---------- Record set ----------

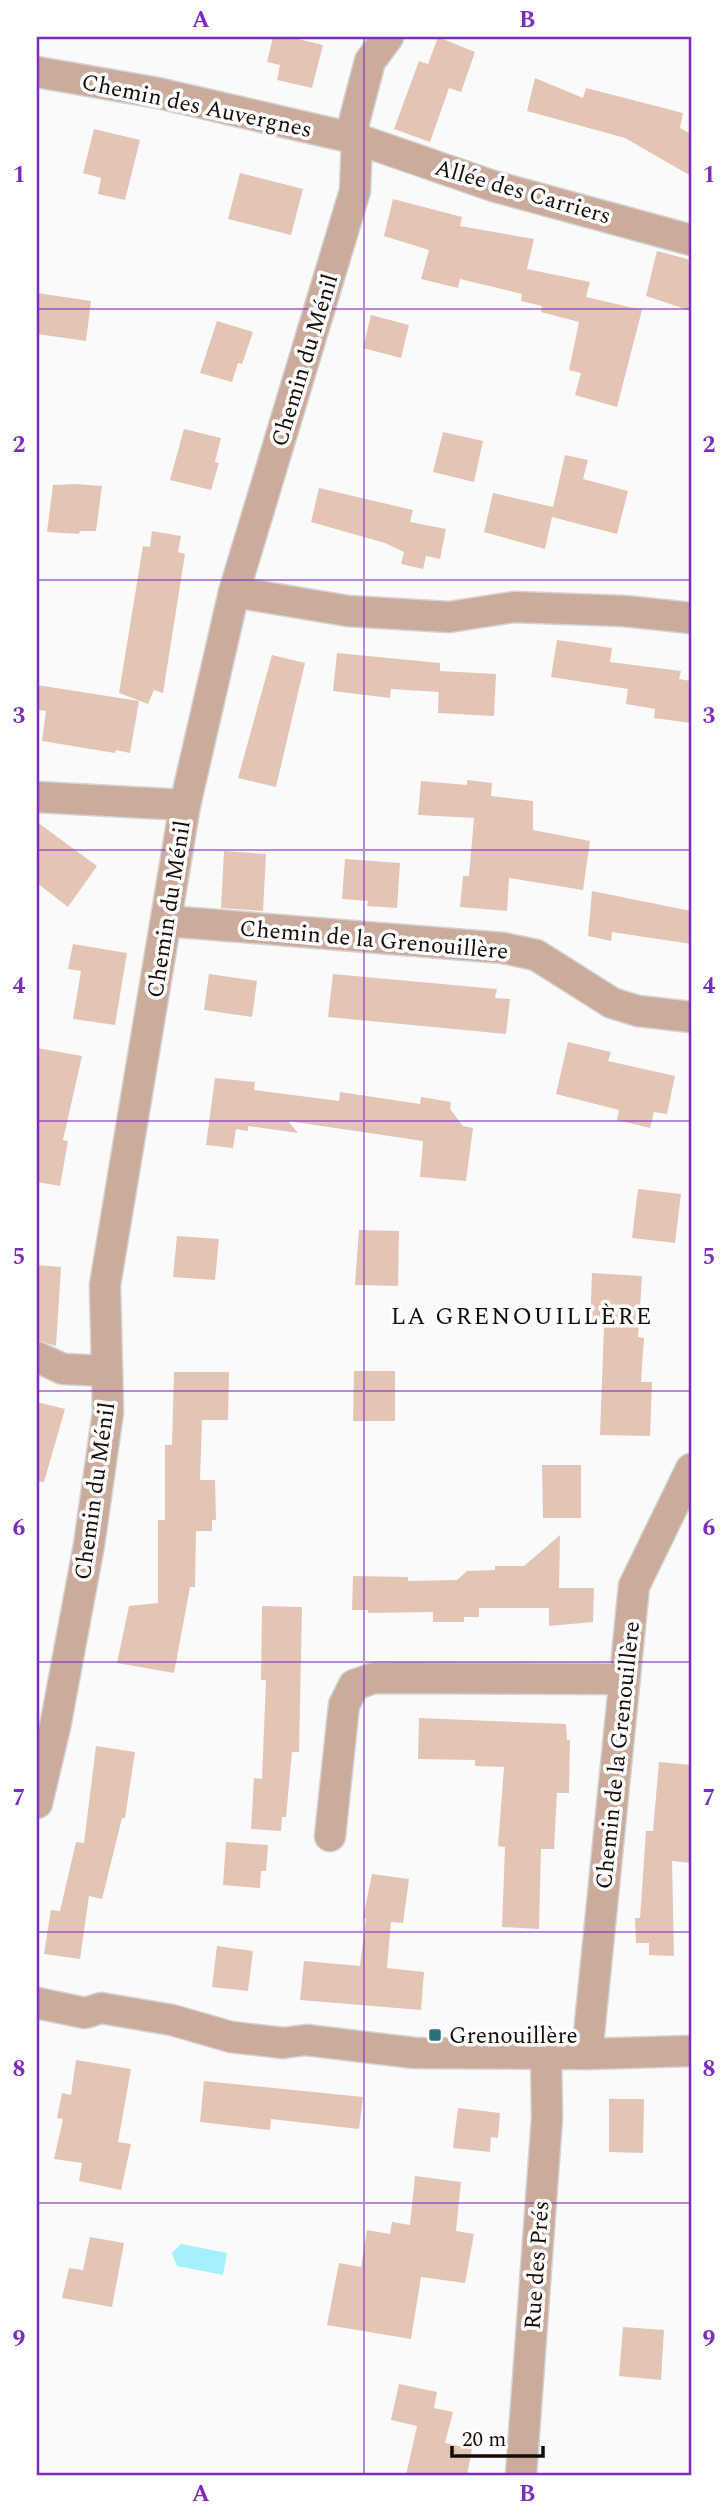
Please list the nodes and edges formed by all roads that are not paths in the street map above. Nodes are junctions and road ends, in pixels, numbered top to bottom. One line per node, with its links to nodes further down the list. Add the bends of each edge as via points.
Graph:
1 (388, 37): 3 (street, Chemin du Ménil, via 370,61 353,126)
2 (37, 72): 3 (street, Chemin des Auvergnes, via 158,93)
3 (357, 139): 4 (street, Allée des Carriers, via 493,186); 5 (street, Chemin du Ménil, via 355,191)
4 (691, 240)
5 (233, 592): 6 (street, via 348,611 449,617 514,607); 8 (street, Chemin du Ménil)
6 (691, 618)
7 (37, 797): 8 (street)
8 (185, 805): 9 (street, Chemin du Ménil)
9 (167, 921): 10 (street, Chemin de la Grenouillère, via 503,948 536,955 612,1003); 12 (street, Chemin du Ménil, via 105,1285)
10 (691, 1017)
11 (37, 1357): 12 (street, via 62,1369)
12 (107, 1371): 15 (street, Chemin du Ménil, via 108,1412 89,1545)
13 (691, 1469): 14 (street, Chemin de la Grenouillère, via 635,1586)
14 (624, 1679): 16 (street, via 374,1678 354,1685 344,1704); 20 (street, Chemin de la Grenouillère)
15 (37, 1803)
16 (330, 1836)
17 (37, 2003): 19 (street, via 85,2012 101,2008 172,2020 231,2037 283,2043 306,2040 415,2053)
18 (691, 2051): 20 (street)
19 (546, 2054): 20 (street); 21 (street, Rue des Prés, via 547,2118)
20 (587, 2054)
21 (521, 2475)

----------
---------- Record set ----------

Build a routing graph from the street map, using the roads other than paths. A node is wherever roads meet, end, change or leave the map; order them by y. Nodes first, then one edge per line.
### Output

----------

• Your goal: Copy each line in the entries above where the word "roads" shows up.

• Response area:
Please list the nodes and edges formed by all roads that are not paths in the street map above. Nodes are junctions and road ends, in pixels, numbered top to bottom. One line per node, with its links to nodes further down the list. Add the bends of each edge as via points.
Build a routing graph from the street map, using the roads other than paths. A node is wherever roads meet, end, change or leave the map; order them by y. Nodes first, then one edge per line.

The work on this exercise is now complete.